Segment Open

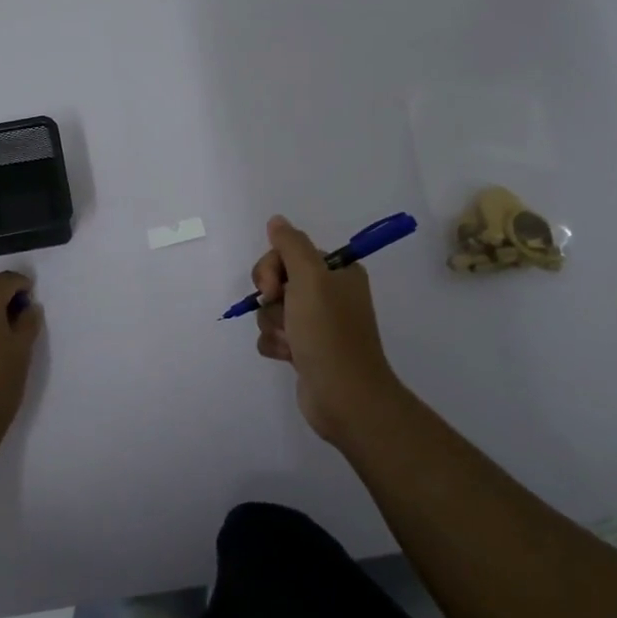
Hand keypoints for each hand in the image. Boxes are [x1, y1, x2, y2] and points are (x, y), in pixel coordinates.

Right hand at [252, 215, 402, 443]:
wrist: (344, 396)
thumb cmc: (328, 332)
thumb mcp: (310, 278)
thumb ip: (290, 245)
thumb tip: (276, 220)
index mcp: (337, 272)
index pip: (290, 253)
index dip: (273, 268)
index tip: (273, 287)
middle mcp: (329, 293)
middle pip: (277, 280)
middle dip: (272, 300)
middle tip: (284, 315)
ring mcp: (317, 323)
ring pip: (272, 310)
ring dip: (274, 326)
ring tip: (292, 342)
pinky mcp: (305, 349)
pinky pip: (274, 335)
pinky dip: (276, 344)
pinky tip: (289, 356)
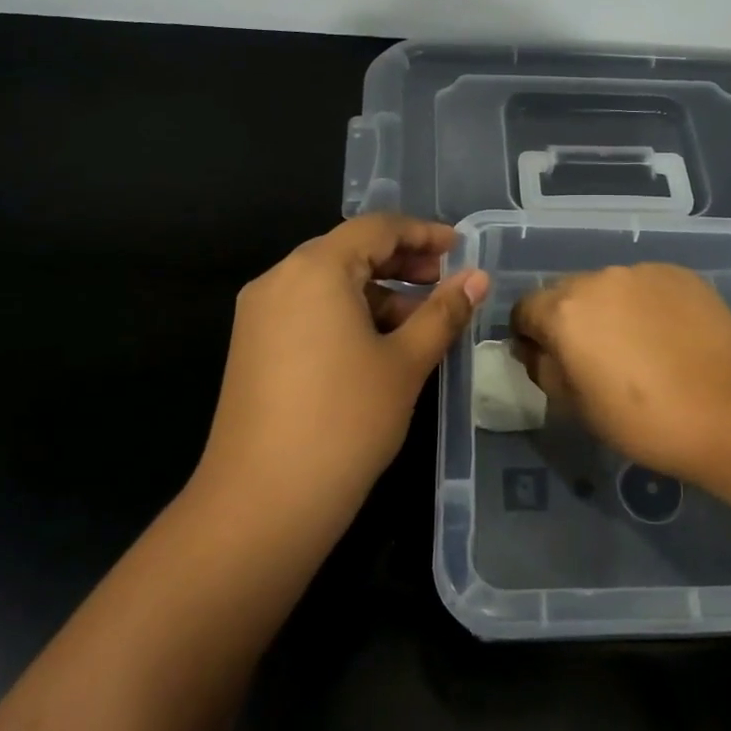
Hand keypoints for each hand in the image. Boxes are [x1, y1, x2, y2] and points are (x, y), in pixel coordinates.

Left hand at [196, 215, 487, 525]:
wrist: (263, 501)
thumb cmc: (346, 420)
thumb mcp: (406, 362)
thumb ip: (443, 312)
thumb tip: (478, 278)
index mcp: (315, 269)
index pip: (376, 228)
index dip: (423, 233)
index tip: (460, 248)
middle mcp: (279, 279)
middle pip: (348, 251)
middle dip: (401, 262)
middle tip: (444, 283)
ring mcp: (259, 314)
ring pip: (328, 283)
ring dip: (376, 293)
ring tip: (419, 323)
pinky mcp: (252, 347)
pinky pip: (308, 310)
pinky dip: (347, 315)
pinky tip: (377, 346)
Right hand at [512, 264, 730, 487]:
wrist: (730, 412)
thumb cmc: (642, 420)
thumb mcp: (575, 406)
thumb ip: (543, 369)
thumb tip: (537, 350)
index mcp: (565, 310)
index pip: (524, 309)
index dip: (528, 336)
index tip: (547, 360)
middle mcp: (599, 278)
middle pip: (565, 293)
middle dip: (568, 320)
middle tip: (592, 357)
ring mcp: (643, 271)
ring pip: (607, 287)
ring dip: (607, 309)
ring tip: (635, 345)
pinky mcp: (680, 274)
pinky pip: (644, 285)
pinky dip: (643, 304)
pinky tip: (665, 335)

Segment Closed
Segment Open

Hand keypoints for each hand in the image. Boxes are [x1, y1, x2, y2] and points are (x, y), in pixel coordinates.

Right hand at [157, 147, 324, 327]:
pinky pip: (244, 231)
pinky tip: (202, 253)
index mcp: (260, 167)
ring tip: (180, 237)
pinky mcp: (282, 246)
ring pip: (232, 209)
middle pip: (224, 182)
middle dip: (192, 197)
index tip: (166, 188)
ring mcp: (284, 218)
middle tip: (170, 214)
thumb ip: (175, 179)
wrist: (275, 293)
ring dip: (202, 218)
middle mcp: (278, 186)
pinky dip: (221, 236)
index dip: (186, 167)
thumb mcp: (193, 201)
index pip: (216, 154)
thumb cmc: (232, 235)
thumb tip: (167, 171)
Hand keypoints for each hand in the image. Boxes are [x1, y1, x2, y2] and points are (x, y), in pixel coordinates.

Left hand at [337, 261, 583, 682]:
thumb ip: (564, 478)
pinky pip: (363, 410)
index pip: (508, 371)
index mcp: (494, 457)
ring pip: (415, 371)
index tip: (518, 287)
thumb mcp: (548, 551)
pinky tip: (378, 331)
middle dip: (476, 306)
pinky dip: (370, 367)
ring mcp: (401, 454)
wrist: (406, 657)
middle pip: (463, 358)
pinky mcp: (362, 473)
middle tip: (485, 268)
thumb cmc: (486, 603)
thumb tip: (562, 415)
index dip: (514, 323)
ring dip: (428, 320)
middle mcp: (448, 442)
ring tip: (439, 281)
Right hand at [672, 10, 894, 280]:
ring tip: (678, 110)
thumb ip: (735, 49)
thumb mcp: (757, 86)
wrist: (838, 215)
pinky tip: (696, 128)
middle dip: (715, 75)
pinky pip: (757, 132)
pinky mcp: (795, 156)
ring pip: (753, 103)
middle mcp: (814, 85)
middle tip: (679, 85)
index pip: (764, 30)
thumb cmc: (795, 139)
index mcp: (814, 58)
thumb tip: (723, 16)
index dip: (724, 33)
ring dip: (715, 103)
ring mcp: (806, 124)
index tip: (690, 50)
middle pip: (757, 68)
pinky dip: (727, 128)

Segment Closed
Segment Open

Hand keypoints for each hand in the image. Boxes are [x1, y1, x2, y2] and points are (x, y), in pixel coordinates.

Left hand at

Segment Closed

● **Activity**: Some lines contain the word "Left". Pull each one out of the listing.

● **Your response**:
Left hand at [196, 215, 487, 525]:
Left hand at [337, 261, 583, 682]:
Left hand at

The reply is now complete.